I understand that portion (I get the idea with the limits, as the graph gets closer and closer to the asymptote but never touches, but I haven't properly gone over them yet), but I'm just hung up on this third x coordinate thing. The coordinate itself is $tan\frac π 2$, which is always undefined, as the cosine in the denominator is equal to zero. So my third coordinate to draw my graph is undefined, even though my graph goes over it when shifted.

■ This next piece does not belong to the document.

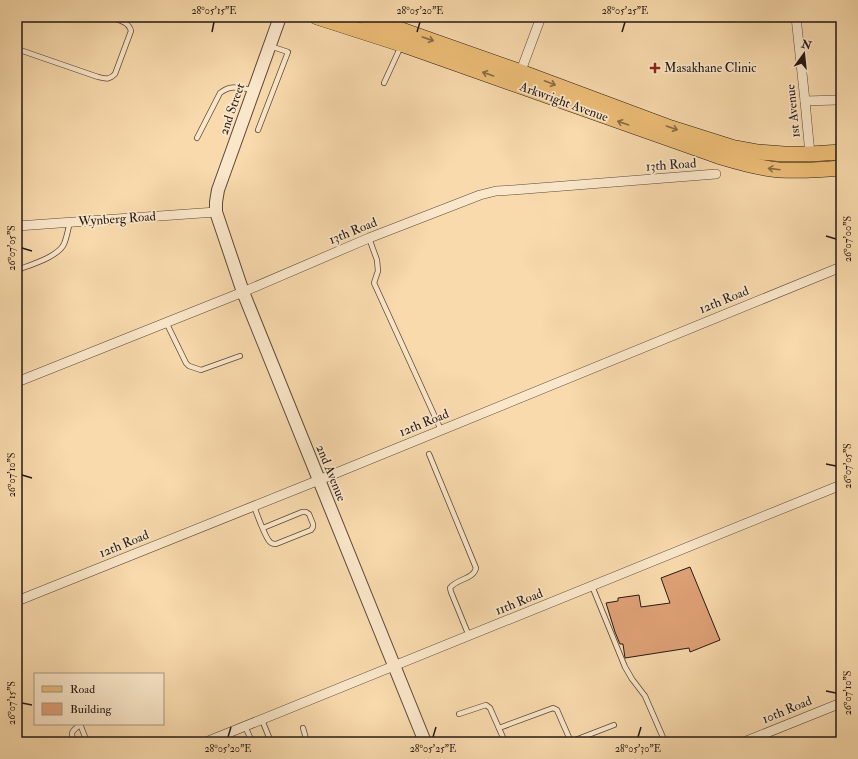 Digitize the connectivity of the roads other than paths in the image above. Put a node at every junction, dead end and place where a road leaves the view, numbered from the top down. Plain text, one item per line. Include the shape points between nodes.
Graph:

I don't get the source of your difficulty. Just make a small table of $\tan y$ values for some typical value of $y$, such as $y=0, \pm \pi/6, \pm \pi/4, \pm \pi/3$. Now set $y = x - \pi/4$ (that is, $x = y + \pi/4$) and so get a table of some $x$ vs. $\tan(x- \pi/4)$ values. None of those values will be infinite.

 

[SammyS]

From Post #4:

Tangent is an odd function, so $tan\left(-x\right)$ = $~-tan\left(x\right)$
So $tan\left(-\frac π 4\right)$ = $~-tan\left(\frac π 4\right)$ = -1
I'm not putting together where this should fit in. Are we talking about the given function? Or a value down the line?

Whatever works here.

Homework Statement

Graph $y=tan\left(x-\frac {π}{4}\right)$

What must the value of x be so that your result has you evaluating $\ \tan (- \frac \pi 4 ) \,?\$

 

[Mark44]

but I'm just hung up on this third x coordinate thing. The coordinate itself is $tan\frac π 2$, which is always undefined

Then just choose a different 3rd coordinate. Certainly $\tan(\frac \pi 2)$ is undefined, but $\tan(\frac \pi 2 - 0.001)$ isn't, nor is $\tan(\frac \pi 2 + 0.001)$. The first is a very large positive number, and the second is very negative.

 

[opus]

I think I figured out what I was doing wrong. For the graph, I was starting at 0, instead of starting at the left-most vertical asymptote. This resulted in my using the right-most asymptote, $\frac {3π}{4}$, as an x value to plot the graph.